Cosa si può fare per sostenere il Caith?

Nonostante il Centro cerchi di autofinanziarsi attraverso iniziative di turismo sostenibile e la gestione di un ostello, è molto difficile, se non impossibile, per Vittoria e le sue collaboratrici raggiungere una discreta autonomia economica. Con le persone che hanno vissuto con me questo viaggio e questa esperienza abbiamo deciso di fondare anche a Treviso un comitato di appoggio e organizzare una grande festa, una volta l’anno, al fine di raccogliere fondi per il Caith.

Perciò il 10 maggio 2009 si terrà la terza edizione della “Festa per il Caith” che l’anno scorso ha visto la partecipazione di molte persone e ha portato al Centro quasi 3000 euro per sostenere la scuola (lo stipendio di un insegnante per un anno è di circa 4000 euro).

L’idea di questa giornata è quella di offrire a tutti gli amici, ed agli amici degli amici, l’occasione per parlare, ascoltare buona musica e ballare insieme, insomma, di stare in compagnia.
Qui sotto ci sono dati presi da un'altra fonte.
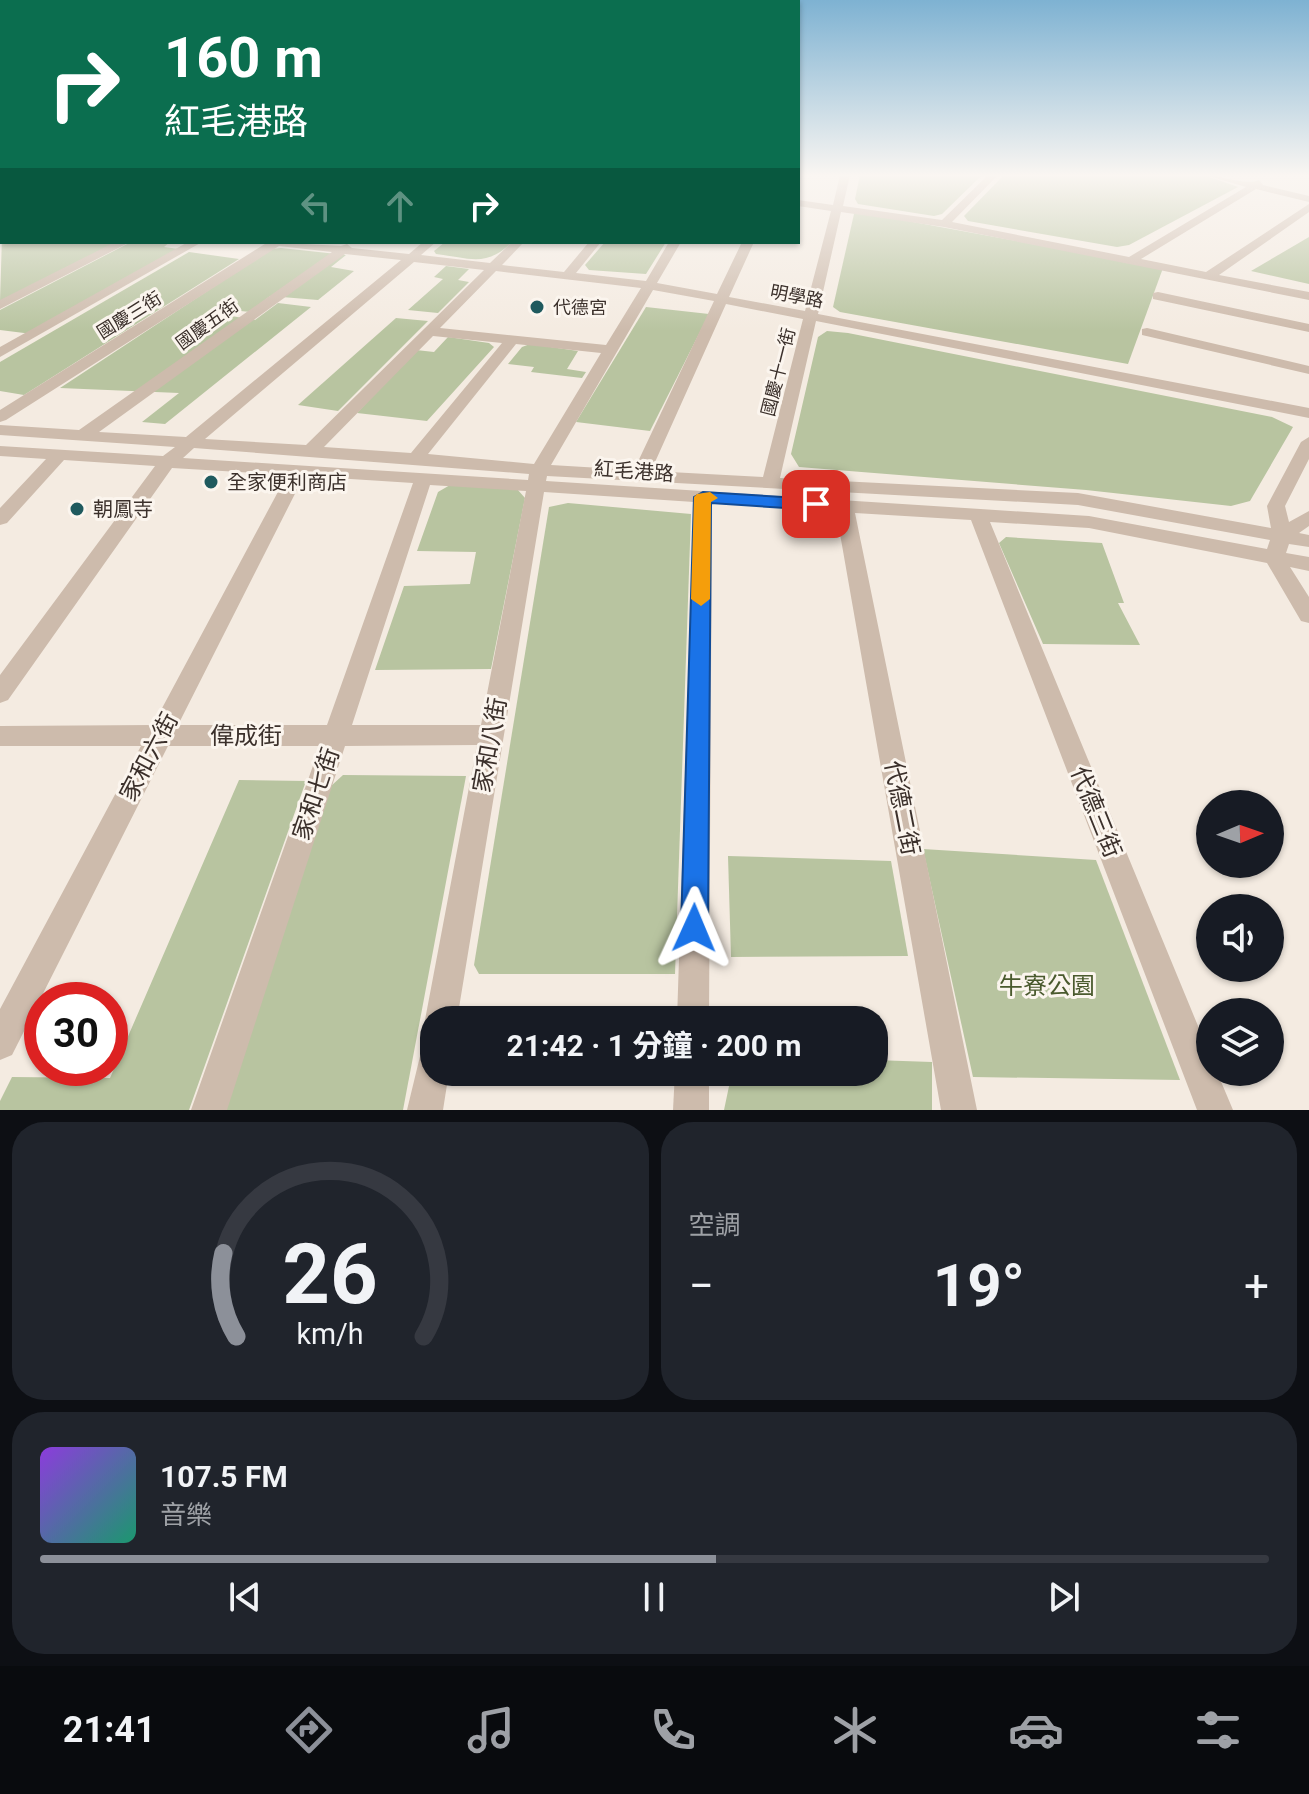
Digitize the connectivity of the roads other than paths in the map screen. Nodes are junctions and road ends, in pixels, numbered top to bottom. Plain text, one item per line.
1 (832, 227) edge
2 (959, 227) edge
3 (1186, 227) edge
4 (1280, 227) edge
5 (120, 244) edge
6 (192, 244) edge
7 (273, 244) edge
8 (312, 244) edge
9 (428, 244) edge
10 (516, 244) edge
11 (593, 244) edge
12 (674, 244) edge
13 (747, 244) edge
14 (348, 246) edge
15 (412, 258) junction
16 (1133, 259) junction
17 (493, 267) junction
18 (1210, 275) junction
19 (567, 276) junction
20 (649, 285) junction
21 (1158, 296) dead end
22 (1309, 296) edge
23 (722, 299) junction
24 (0, 305) edge
25 (810, 317) junction
26 (1309, 328) edge
27 (429, 331) junction
28 (1147, 332) dead end
29 (512, 340) junction
30 (611, 350) junction
31 (0, 353) edge
32 (1309, 370) edge
33 (1309, 413) edge
34 (0, 417) edge
35 (0, 430) edge
36 (82, 436) junction
37 (1309, 442) edge
38 (188, 443) junction
39 (0, 451) edge
40 (60, 455) junction
41 (168, 461) junction
42 (304, 461) junction
43 (420, 468) junction
44 (640, 476) junction
45 (537, 477) junction
46 (770, 483) junction
47 (703, 497) junction
48 (844, 506) junction
49 (978, 515) junction
50 (1309, 517) edge
51 (0, 519) edge
52 (1282, 535) junction
53 (1309, 541) edge
54 (1274, 557) junction
55 (1309, 564) edge
56 (1309, 615) edge
57 (0, 693) edge
58 (491, 735) junction
59 (0, 736) edge
60 (160, 736) junction
61 (336, 736) junction
62 (443, 1006) edge
63 (693, 1006) edge
64 (0, 1043) edge
65 (429, 1086) edge
66 (692, 1086) edge
67 (209, 1110) edge
68 (425, 1110) edge
69 (691, 1110) edge
70 (959, 1110) edge
71 (1215, 1110) edge

1 - 25 street, 國慶十一街
2 - 16 street
3 - 16 street
4 - 18 street
5 - 24 street
6 - 31 street
7 - 34 street, 國慶三街
8 - 14 street, 明學路
9 - 15 street
10 - 17 street, 家和六街
11 - 19 street
12 - 20 street
13 - 23 street
14 - 15 street, 明學路
14 - 36 street, 國慶五街
15 - 17 street, 明學路
15 - 38 street
16 - 18 street
17 - 19 street, 明學路
17 - 27 street, 家和六街
18 - 22 street
19 - 20 street, 明學路
20 - 23 street, 明學路
20 - 30 street
21 - 26 street
23 - 25 street, 明學路
23 - 44 street
25 - 33 street, 明學路
25 - 46 street, 國慶十一街
27 - 29 street
27 - 42 street, 家和六街
28 - 32 street
29 - 30 street
29 - 43 street
30 - 45 street
35 - 36 street, 紅毛港路
36 - 38 street, 紅毛港路
37 - 52 street
38 - 41 street
38 - 42 street, 紅毛港路
39 - 40 street, 紅毛港路
40 - 41 street, 紅毛港路
40 - 51 street
41 - 42 street, 紅毛港路
41 - 57 street
42 - 43 street, 紅毛港路
42 - 60 street, 家和六街
43 - 45 street, 紅毛港路
43 - 61 street, 家和七街
44 - 45 street, 紅毛港路
44 - 46 street, 紅毛港路
45 - 47 street, 紅毛港路
45 - 58 street, 家和八街
46 - 52 street, 紅毛港路
47 - 48 street, 紅毛港路
47 - 63 street
48 - 49 street, 紅毛港路
48 - 70 street, 代德二街
49 - 54 street, 紅毛港路
49 - 71 street, 代德三街
50 - 52 street
52 - 53 street, 紅毛港路
52 - 54 street
54 - 55 street, 紅毛港路
54 - 56 street
58 - 61 street, 偉成街
58 - 62 street, 家和八街
59 - 60 street, 偉成街
60 - 61 street, 偉成街
60 - 64 street, 家和六街
61 - 67 street, 家和七街
65 - 68 street
66 - 69 street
Anche quest’anno infatti ognuno di voi potrà portare qualcosa da mangiare da mettere in comune, fare una offerta libera (solitamente chiediamo un minimo di 10 euro) e i più coraggiosi potranno esibirsi liberamente sul palco. Ovviamente sono invitati amici, parenti e chiunque abbia voglia di passare una giornata un po’ diversa a favore di una situazione difficile che, come tante altre, non possiamo continuare ad ignorare. La struttura che ci ospiterà sarà quella del Centro di San Martino in via Chiesa a Lughignano dalle ore 12.00 fino a sera.